Five reasons Monday night could be a trap game for the Bears

Five reasons Monday night could be a trap game for the Bears
Chicago Tribune photo

Are you ready for some football? I know I am, as well as the rest of Bears' Nation as the Monsters get set to battle the Detroit Lions on Monday Night Football. Yet—what may be misinterpreted as angst can be easily found in the fear department—the 2-3 Lions are coming off an emotional overtime win against the Philadelphia Eagles and the Bears are coming off of a Week-6 bye. So, what would be considered an advantage for the Bears takes a shift in paradigm.

Here are 5 reasons why:

1.) Rust

The Bears are coming off of a Week-6 bye, giving players time to rest up and work out kinks. It can also, however, allows players time to rust.

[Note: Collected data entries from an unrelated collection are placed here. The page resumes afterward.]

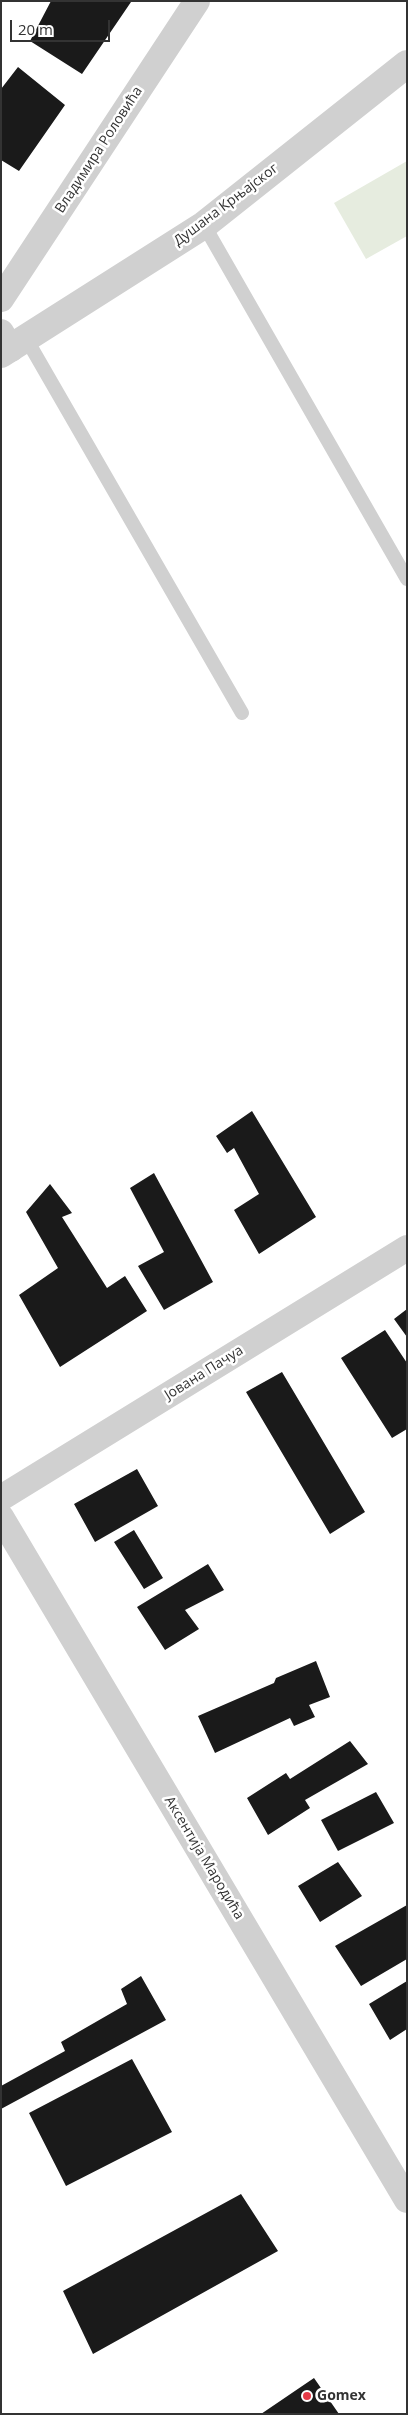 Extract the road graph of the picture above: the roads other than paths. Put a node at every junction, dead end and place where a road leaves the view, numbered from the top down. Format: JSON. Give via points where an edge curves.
{"nodes":[{"id":1,"x":197,"y":1,"type":"edge"},
{"id":2,"x":407,"y":64,"type":"edge"},
{"id":3,"x":204,"y":225,"type":"junction"},
{"id":4,"x":1,"y":300,"type":"edge"},
{"id":5,"x":10,"y":344,"type":"edge"},
{"id":6,"x":407,"y":579,"type":"edge"},
{"id":7,"x":242,"y":713,"type":"dead end"},
{"id":8,"x":407,"y":1248,"type":"edge"},
{"id":9,"x":1,"y":1498,"type":"edge"},
{"id":10,"x":1,"y":1517,"type":"edge"},
{"id":11,"x":407,"y":2200,"type":"edge"}],
"edges":[{"from":1,"to":4,"type":"street","name":"Владимира Роловића"},
{"from":2,"to":3,"type":"street","name":"Душана Крњајског"},
{"from":3,"to":5,"type":"street","name":"Душана Крњајског"},
{"from":3,"to":6,"type":"lane"},
{"from":5,"to":7,"type":"lane"},
{"from":8,"to":9,"type":"street","name":"Јована Пачуа"},
{"from":10,"to":11,"type":"street","name":"Аксентија Мародића"}]}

: to degenerate especially from inaction, lack of use, or passage of time

2.) Age

No doubt that rest is good. However, what happens to athletes, particularly those who are "up there" in age—in the NFL aging is quite similar to dog years—is counter-productive. Be that as it may, the Bears (average age of starters = 28) were able to mend multiple injuries: Matt Forte (ankle), Brian Urlacher (everything), Alshon Jeffery (out-hand), Earl Bennett (questionable-hand), Devin Hester (questionable-quad). It is uncertain how the vet's will perform early on in the game, but that may be the difference.

3.) Odds

The Chicago Bears’ success on Monday Night Football only further agitates the odds machine against their favor. The Bears are 6-1 in their last seven MNF appearances and are 8-2 all-time under head coach Lovie Smith. Any pessimist could tear that stat to shreds. However, the Bears will take a three-game winning streak in to the Monday night contest.

Even worse.

The NFC North, which shares the second most wins of any conference (13), next to the NFC West (16), is one of the toughest divisions in football. For the past four seasons, teams in the north have rotated winning the division, with the Green Bay Packers (6-0) claiming dominance last season. The Bears are currently 0-1 in the division and so is Detroit. Somebody is getting a win and will create distance one way or the other. Will it be Chicago?

On a bright note, the Bears own the most wins in franchise history against the Lions (94-65-5), but a lot of those wins were against very, very, very miserable Detroit teams.

And then there's this:

At Chicago -6.5 Detroit 47.5 -$280 +$240

Courtesy of

4. Sleeping Lions

Jay Cutler gets sacked . . .  a lot, and the Lions have been perennial sack leaders and an all-around nasty bunch when it comes to quarterback treatment. Led by Ndamukong Suh, one of the League's most ferocious, old school defensive linemen, Detroit is itching for a chance to awaken the tenacious pass rush that has been the model for the turnaround success of the franchise. Monday night just may be that night.

See: Sunday, October 3, 2010

On The Bright Side . . .

Jay Cutler is 5-1 on Monday nights. Also the Detroit Lions, after recording five sacks in the first two weeks, failed to get a sack the following week. In the past two weeks, Detroit has recorded five sacks (3-PHI, 2-DET).

5. Light reception

The Bears enter Week-7 a little slim in the wide receiver department, losing white-hot rookie Alshon Jeffery to a hand injury. Devin Hester and Earl Bennett are both recovering from mild injuries as well. The Bears aren't nearly in the category of vulnerable, but they are definitely meeting a very hungry, desperate, and recently efficient Detroit Lions team that netted 449 yards and just one turnover against the Eagles last week.

There is no doubt that Chicago must bring firepower to Soldier Field in order to keep up with the Lions’ offense, which generates 25.2PPG (26PPG in last three). Without Jeffery, Cutler will have one less down-field threat, as Brandon Marshall has found more success in the middle of the field rather than the outside the numbers.

On The Bright Side . . .

After all, Soldier Field, where the conditions are typically execrable, passing games are typically neutralized and an added focus to the ground game becomes paramount. The Bears will be able to use the dual-back system with Forte and Michael Bush (3TDs, 3.6 yards per carry). The two should be able to gash the four man front of Detroit and control the time of possession, which allow Cutler to have his way with the secondary, keeping the defense honest in both zone and man-to-man coverage.

Although my prediction for Monday night's game is Bears 35, Lions 20, I believe that this has all the makings of a trap-fest.